Susan Namangale

Personal information
- Born: March 1976 (age 50) Chombo, Nkhotakota, Central Region, Malawi

Chess career
- Country: Malawi
- Peak rating: 1571 (March 2024)

= Susan Namangale =

Malawian chess player (born 1976)

Susan Namangale (born March 1976) is a Malawian chess player. She has played a notable role in the spread of chess in Malawi and southern Africa and has had leadership roles in organisations including the Chess Association of Malawi and the International Chess Federation.

== Personal life ==
Namangale was born and raised in Chombo, a village in Nkhotakota along Lake Malawi. She was one of eight children raised by a single mother. Namangale attended Providence Secondary School before studying environmental science at university, graduating with a bachelor's degree in 1999. In 2013, Namangale received a master's degree in business administration. Before focusing on chess, Namangale worked in corporate settings, including for the World Bank.

Namangale has three children and lives in Lilongwe.

== Chess career and activism ==
Namangale first played chess when she was nine, after her sister received a chessboard from Peace Corps volunteers. She later pooled together pocket money with other pupils to buy two chessboards for her primary school. Namangale began actively playing chess during secondary school and during her time at university, where she was one of two women members of the chess club.

Namangale was a member of the first Malawian chess team to travel internationally after competing at a tournament in Zambia. In 2024, she was part of the Malawian delegation sent to the 45th Chess Olympiad in Budapest, Hungary.

Namangale shifted away from playing chess to focus on administration and advocacy. Between 2018 and 2022, she served as president of the Chess Association of Malawi. In 2023, Namangale established Dadaz Chess Academy, a chess school in Lilongwe, which had enrolled 110 students by 2025. She also expanded the school to include a shelter for street children where they could learn chess while being provided meals of nsima.

In 2024, Namangale was named as the global head of the Gift of Chess, a non-profit organisation that aims to distribute one million chessboards by 2030. As of 2025, she serves as the leader of regional zone 4.5 of the International Chess Federation, covering ten countries in southern Africa. Namangale was the first and only female chess federation president in Africa. In addition, she is a member of FIDE's planning and development commission. She organised and led FIDE's 2025 African Congress, held in Lilongwe.

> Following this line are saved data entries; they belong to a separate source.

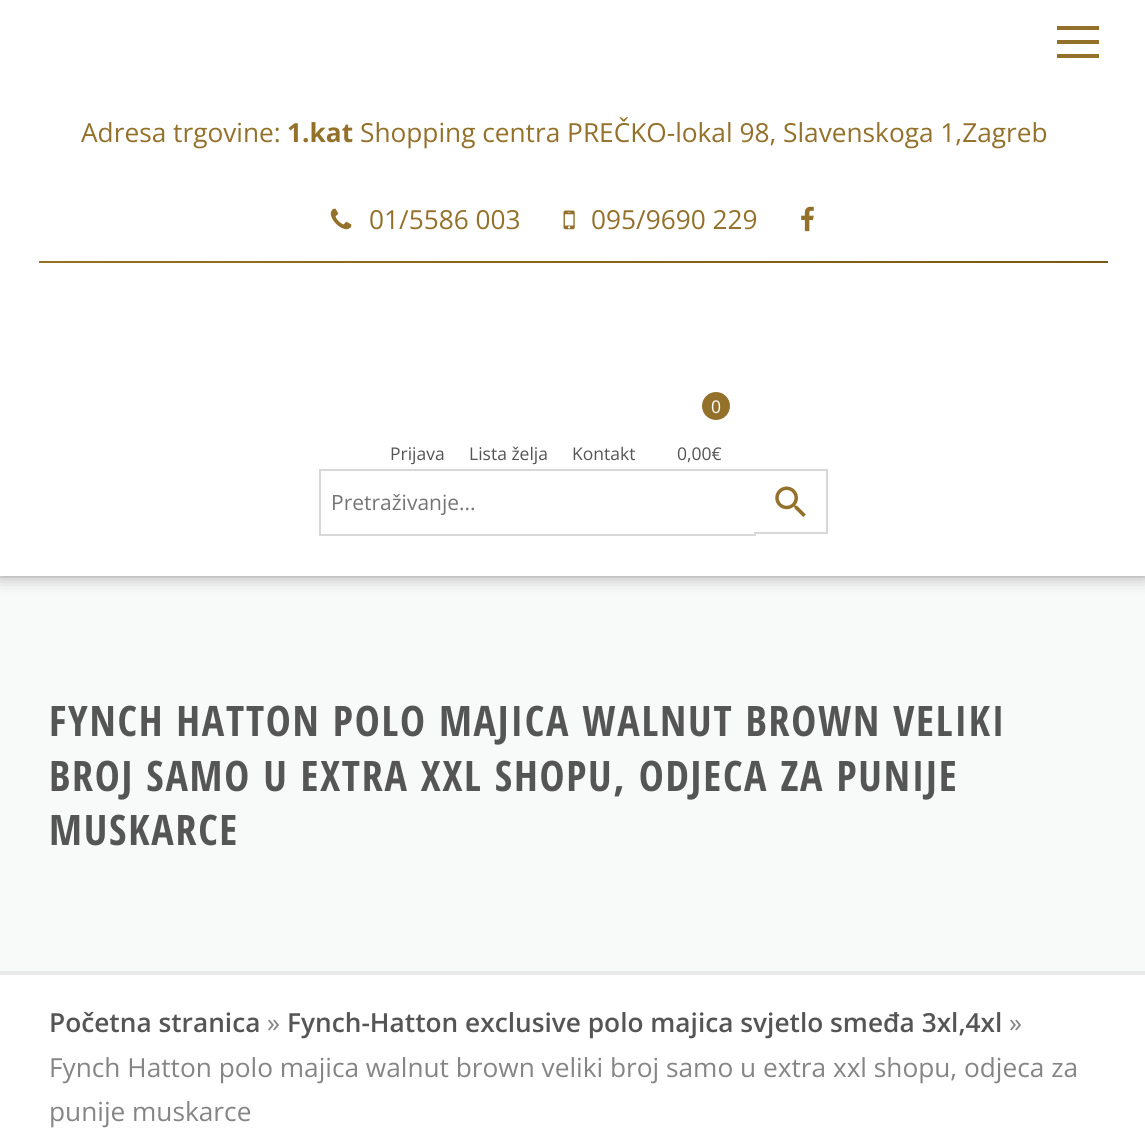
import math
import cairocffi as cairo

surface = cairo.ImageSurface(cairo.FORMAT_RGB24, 1145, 1141)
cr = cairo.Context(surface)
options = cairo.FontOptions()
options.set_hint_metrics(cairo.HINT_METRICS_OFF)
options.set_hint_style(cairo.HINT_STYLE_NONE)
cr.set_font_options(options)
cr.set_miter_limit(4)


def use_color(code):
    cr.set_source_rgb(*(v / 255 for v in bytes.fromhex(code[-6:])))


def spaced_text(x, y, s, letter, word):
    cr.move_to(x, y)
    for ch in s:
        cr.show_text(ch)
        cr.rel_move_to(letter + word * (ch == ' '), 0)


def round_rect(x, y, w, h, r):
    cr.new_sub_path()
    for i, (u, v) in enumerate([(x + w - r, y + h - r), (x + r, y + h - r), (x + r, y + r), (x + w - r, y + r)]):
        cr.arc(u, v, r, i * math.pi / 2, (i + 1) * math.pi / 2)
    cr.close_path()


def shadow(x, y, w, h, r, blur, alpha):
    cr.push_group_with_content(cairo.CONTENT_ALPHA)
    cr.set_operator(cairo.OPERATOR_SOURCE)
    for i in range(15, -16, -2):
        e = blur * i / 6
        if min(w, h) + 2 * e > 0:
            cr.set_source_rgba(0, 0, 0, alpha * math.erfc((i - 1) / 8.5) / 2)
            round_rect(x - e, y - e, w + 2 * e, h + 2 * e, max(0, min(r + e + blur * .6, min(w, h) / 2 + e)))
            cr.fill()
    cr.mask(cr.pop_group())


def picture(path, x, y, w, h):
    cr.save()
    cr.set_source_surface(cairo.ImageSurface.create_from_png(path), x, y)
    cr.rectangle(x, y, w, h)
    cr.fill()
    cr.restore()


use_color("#ffffff")
cr.paint()
use_color("#f8f9f9")
cr.rectangle(0, 578, 1145, 393)
cr.fill()
use_color("#e9e9e9")
cr.rectangle(0, 576, 1145, 2)
cr.fill()
use_color("#000000")
shadow(0, 0, 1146, 576, 0, 9, 0.33)
use_color("#ffffff")
cr.rectangle(0, 0, 1145, 576)
cr.fill()
use_color("#94712b")
cr.rectangle(1057, 40, 42, 4)
cr.fill()
cr.rectangle(1057, 26, 42, 4)
cr.fill()
cr.rectangle(1057, 54, 42, 4)
cr.fill()
cr.select_font_face("Open Sans")
cr.set_font_size(26.25)
cr.move_to(81, 142)
cr.show_text("Adresa trgovine:")
cr.select_font_face("Open Sans", cairo.FONT_SLANT_NORMAL, cairo.FONT_WEIGHT_BOLD)
cr.move_to(287, 142)
cr.show_text("1.kat")
cr.select_font_face("Open Sans")
cr.move_to(360, 142)
cr.show_text("Shopping centra PREČKO-lokal 98, Slavenskoga 1,Zagreb")
picture("img1.png", 330, 208, 22, 22)
cr.move_to(369, 229)
cr.show_text("01/5586 003")
picture("img2.png", 563, 210, 12, 20)
cr.move_to(591, 229)
cr.show_text("095/9690 229")
picture("img3.png", 801, 206, 13, 26)
gradient = cairo.LinearGradient(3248, 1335, 1106, -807)
gradient.add_color_stop_rgba(0, 0.58, 0.443, 0.129, 1)
gradient.add_color_stop_rgba(0.33, 0.933, 0.776, 0.376, 1)
gradient.add_color_stop_rgba(0.67, 0.447, 0.325, 0.051, 1)
gradient.add_color_stop_rgba(1, 0.58, 0.443, 0.129, 1)
cr.set_source(gradient)
cr.rectangle(39, 261, 1069, 2)
cr.fill()
cr.set_font_size(17.5)
use_color("#555555")
cr.move_to(390, 460)
cr.show_text("Prijava")
cr.move_to(469, 460)
cr.show_text("Lista želja")
cr.move_to(572, 460)
cr.show_text("Kontakt")
use_color("#94712b")
cr.new_path()
cr.arc(716, 406, 14, 0, 2 * math.pi)
cr.fill()
use_color("#ffffff")
cr.move_to(711, 413)
cr.show_text("0")
use_color("#555555")
cr.move_to(677, 460)
cr.show_text("0,00€")
use_color("#d8d8d8")
cr.rectangle(319, 469, 509, 2)
cr.fill()
cr.rectangle(826, 469, 2, 65)
cr.fill()
cr.rectangle(754, 532, 74, 2)
cr.fill()
picture("img4.png", 775, 486, 31, 31)
cr.rectangle(319, 534, 437, 2)
cr.fill()
cr.rectangle(319, 469, 2, 67)
cr.fill()
cr.set_font_size(21)
use_color("#757575")
cr.move_to(331, 510)
cr.show_text("Pretraživanje...")
cr.select_font_face("Open Sans Condensed", cairo.FONT_SLANT_NORMAL, cairo.FONT_WEIGHT_BOLD)
cr.set_font_size(42)
use_color("#555555")
spaced_text(49, 736, "FYNCH HATTON POLO MAJICA WALNUT BROWN VELIKI", 1.75, 0)
spaced_text(49, 791, "BROJ SAMO U EXTRA XXL SHOPU, ODJECA ZA PUNIJE", 1.75, 0)
spaced_text(49, 845, "MUSKARCE", 1.75, 0)
use_color("#e9e9e9")
cr.rectangle(0, 971, 1145, 4)
cr.fill()
cr.select_font_face("Open Sans SemiBold")
cr.set_font_size(26.25)
use_color("#555555")
cr.move_to(49, 1032)
cr.show_text("Početna stranica")
cr.select_font_face("Open Sans")
use_color("#858585")
cr.move_to(267, 1032)
cr.show_text("»")
cr.select_font_face("Open Sans SemiBold")
use_color("#555555")
cr.move_to(287, 1032)
cr.show_text("Fynch-Hatton exclusive polo majica svjetlo smeđa 3xl,4xl")
cr.select_font_face("Open Sans")
use_color("#858585")
cr.move_to(1009, 1032)
cr.show_text("»")
cr.move_to(49, 1077)
cr.show_text("Fynch Hatton polo majica walnut brown veliki broj samo u extra xxl shopu, odjeca za")
cr.move_to(49, 1121)
cr.show_text("punije muskarce")
surface.write_to_png("result.png")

Namangale served two terms as a board member of the Malawi National Council of Sports before resigning in 2025 due to her decision to run in the 2025 Malawian general election. Namangale announced she would challenge the incumbent member of parliament for Nkhotakota Central constituency, Peter Mazizi, for the Malawi Congress Party nomination. Her platform focused on development, accountability and youth engagement in Nkhotakota.

Namangale has led initiatives to introduce chess to disadvantaged and isolated groups in Malawi. This has included Chess in Schools, which has established chess clubs in 150 schools across the country, including Namangale's former primary school in Chombo. The Chess for Freedom programme focused on using chess as a tool for rehabilitation in Malawian prisons.

== Recognition ==
Namangale was named best administrator at the National Sports Awards from the Malawi National Council of Sports for three consecutive years, and also won the Sport Council's chairman's excellency award. In 2024, she won the Best Executed Programme Award for the Chess in Schools initiative. She has served as a representative of the Sports Council.